A new Zn²⁺-stimulated sphingomyelinase in fetal bovine serum

Fetal bovine serum contains a Zn²⁺-dependent sphingomyelinase with optimal activity at pH 5.5 in vitro. Activity could be demonstrated with a liposomal sphingomyelin substrate suspension but was stimulated up to 15-fold by Triton X-100. Under a variety of conditions tested, phosphatidylcholine, lysophosphatidylcholine, glycerophosphocholine, and p-nitrophenyl phosphate were not substrates for this activity. Several inhibitors of serum alkaline and acid phosphatases had no effect on the activity. The enzyme resembles the acid lysosomal sphingomyelinase in pH optimum and inhibition by AMP but differs in inhibition by EDTA, stimulation by Zn²⁺, and heat lability at 55°C. It resembles the neutral, Mg²⁺-stimulated enzyme in inhibition by EDTA and heat lability but differs in metal ion requirement and pH optima.

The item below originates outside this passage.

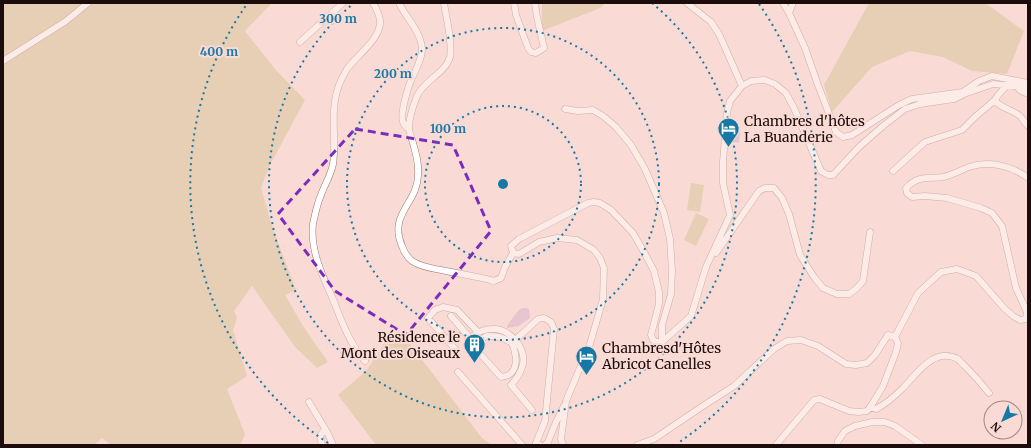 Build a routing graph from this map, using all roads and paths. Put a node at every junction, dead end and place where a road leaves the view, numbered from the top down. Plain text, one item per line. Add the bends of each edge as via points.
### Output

Of the sera tested, activity was highest in fetal bovine serum, with fetal bovine > newborn bovine > horse > human; more than 95% of the activity is in the lipoprotein-free infranatant of serum (d > 1.21). This activity appears to be a hitherto undescribed sphingomyelinase. Its biological functions are not known but may subserve a special role in sphingomyelin catabolism in the circulation, in blood vessel walls, or in the tissue(s) of origin.